Abstract
Pathology services are facing pressures due to the COVID-19 pandemic. Digital pathology has the capability to meet some of these unprecedented challenges by allowing remote diagnoses to be made at home, during periods of social distancing or self-isolation. However, while digital pathology allows diagnoses to be made on standard computer screens, unregulated home environments may not be conducive for optimal viewing conditions. There is also a paucity of experimental evidence available to support the minimum display requirements for digital pathology. This study presents a Point-of-Use Quality Assurance (POUQA) tool for remote assessment of viewing conditions for reporting digital pathology slides. The tool is a psychophysical test combining previous work from successfully implemented quality assurance tools in both pathology and radiology to provide a minimally intrusive display screen validation task, before viewing digital slides. The test is specific to pathology assessment in that it requires visual discrimination between colors derived from hematoxylin and eosin staining, with a perceptual difference of ±1 delta E (dE). This tool evaluates the transfer of a 1 dE signal through the digital image display chain, including the observers’ contrast and color responses within the test color range. The web-based system has been rapidly developed and deployed as a response to the COVID-19 pandemic and may be used by anyone in the world to help optimize flexible working conditions at: http://www. virtualpathology.leeds.ac.uk/res earch/systems/pouqa/.
Keywords: Digital pathology, display validation, psychophysical test, quality assurance, remote diagnosis
INTRODUCTION
Digital pathology is a rapidly advancing field that is set to transform pathology services across the globe. The digitization of glass slides allows pathologists to view patient cases from anywhere with a network connection and a useful technology during normal times and offering the potential to relieve some of the acute pressures arising from the COVID-19 pandemic. Currently, few pathology departments are utilizing digital slides for large-scale primary diagnosis, but adoption of this new technology is likely to be accelerated in the immediate future. Subsequently, pathologists are being asked to consider home reporting to tackle the problem of self-isolation, with the Royal College of Pathologists Digital Pathology Committee publishing guidance for emergency reporting.[1] The Centers for Medicare and Medicaid Services is temporarily exercising enforcement discretion to allow the Clinical Laboratory Improvement Amendments laboratories to report remotely, given that specific criteria are met.[2] In addition, the Food and Drug Administration (FDA) has temporarily relaxed regulations on the modification (including relocation) of FDA-cleared digital pathology devices and also the marketing of devices that are not 510(k) cleared.[3]
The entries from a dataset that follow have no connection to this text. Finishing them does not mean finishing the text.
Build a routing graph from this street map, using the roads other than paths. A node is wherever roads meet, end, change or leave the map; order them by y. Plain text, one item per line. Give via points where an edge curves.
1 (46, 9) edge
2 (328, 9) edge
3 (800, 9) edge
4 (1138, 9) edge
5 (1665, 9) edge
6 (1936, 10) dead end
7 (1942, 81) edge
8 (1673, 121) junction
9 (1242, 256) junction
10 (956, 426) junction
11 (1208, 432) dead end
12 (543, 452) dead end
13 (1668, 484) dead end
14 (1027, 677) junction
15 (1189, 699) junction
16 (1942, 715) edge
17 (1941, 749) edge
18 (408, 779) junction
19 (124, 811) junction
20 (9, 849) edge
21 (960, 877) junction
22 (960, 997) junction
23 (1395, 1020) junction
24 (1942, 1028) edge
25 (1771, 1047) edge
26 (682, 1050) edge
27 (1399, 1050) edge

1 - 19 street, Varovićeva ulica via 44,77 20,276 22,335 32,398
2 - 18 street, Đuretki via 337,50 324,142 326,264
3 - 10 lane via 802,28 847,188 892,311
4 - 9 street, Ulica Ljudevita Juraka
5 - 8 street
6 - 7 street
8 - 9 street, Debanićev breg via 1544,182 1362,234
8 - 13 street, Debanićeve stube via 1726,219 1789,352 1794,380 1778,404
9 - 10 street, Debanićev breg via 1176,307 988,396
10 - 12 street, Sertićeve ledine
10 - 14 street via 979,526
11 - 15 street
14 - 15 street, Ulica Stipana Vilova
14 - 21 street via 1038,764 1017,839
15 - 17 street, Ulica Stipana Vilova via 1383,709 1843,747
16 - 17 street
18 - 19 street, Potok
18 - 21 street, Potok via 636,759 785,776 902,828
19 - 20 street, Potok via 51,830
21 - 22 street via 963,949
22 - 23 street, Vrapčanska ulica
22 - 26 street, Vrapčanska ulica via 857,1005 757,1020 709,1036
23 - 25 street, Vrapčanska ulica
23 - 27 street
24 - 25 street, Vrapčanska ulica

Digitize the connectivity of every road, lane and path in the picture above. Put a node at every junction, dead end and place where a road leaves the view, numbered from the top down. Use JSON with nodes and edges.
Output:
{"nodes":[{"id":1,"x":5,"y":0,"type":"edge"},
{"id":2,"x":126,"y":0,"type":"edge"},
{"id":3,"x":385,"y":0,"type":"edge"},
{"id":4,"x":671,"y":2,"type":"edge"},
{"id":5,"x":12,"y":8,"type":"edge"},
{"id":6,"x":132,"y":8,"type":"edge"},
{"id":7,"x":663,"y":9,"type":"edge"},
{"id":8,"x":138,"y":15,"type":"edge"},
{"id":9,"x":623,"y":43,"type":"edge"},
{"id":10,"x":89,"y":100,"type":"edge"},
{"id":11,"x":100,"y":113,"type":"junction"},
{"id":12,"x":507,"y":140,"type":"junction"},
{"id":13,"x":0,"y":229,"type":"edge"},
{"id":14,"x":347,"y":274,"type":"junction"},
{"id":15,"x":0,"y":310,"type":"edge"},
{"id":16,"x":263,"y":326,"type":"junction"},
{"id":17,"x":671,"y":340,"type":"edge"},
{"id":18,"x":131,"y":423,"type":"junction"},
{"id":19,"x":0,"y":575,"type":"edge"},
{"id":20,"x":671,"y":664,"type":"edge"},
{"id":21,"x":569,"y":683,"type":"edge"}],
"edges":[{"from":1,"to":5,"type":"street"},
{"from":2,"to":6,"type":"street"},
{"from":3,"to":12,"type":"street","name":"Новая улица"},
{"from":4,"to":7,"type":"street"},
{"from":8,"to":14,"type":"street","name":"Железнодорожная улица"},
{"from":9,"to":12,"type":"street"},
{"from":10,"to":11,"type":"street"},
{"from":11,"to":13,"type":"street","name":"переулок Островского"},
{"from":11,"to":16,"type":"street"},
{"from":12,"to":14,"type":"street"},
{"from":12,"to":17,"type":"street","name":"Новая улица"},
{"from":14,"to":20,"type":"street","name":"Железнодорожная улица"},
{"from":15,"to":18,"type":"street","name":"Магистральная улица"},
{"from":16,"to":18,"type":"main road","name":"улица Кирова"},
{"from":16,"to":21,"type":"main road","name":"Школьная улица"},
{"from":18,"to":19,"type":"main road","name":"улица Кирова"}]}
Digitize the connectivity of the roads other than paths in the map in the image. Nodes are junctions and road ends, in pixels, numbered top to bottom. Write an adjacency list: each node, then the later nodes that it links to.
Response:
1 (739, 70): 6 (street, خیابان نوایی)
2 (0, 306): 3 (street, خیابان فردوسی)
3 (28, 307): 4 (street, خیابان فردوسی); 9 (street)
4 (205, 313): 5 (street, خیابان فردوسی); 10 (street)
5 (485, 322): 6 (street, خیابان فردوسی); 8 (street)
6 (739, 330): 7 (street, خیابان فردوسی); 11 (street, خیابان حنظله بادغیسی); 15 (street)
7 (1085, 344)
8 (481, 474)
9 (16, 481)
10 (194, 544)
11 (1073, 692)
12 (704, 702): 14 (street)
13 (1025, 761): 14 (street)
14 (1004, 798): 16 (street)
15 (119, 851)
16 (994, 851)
Global access to digital slides makes remote diagnosis a reality. However, working from home introduces new challenges that typically do not exist in a working environment. Currently, FDA-approved systems for primary diagnosis require specific high-end equipment,[4] which users are unlikely to have access to at home. Previous research into optimal conditions and equipment for digital diagnosis[5,6] focuses on the practicalities of transitioning entire departments from glass to digital slides, with bulk purchasing of medical grade equipment (high resolution and high contrast), which can be controlled effectively using color calibration.[7,8] Naturally, this work does not take into account the varying degrees of display devices and environmental conditions found in remote or home settings, which have a very real impact on the visual quality of digital slides, and therefore patient diagnoses. Ambient lighting can diminish the displayed image in a number of ways including a uniform reflection of the display reducing the effective contrast and superposition of the light source “image.” Natural light is particularly problematic due to its greater intensity and wide range of fluctuations during the day. The impact of ambient light can be mitigated through the use of a blind or positioning of the display to avoid direct light sources. In addition, reducing the overall level of the ambient light, for example, by dimming the lighting, will increase the relative contrast on the display. Figure 1 illustrates our tool being used on a tablet device in both indoor and outdoor environments, highlighting the impact that ambient light has on the visibility of subtle changes in contrast.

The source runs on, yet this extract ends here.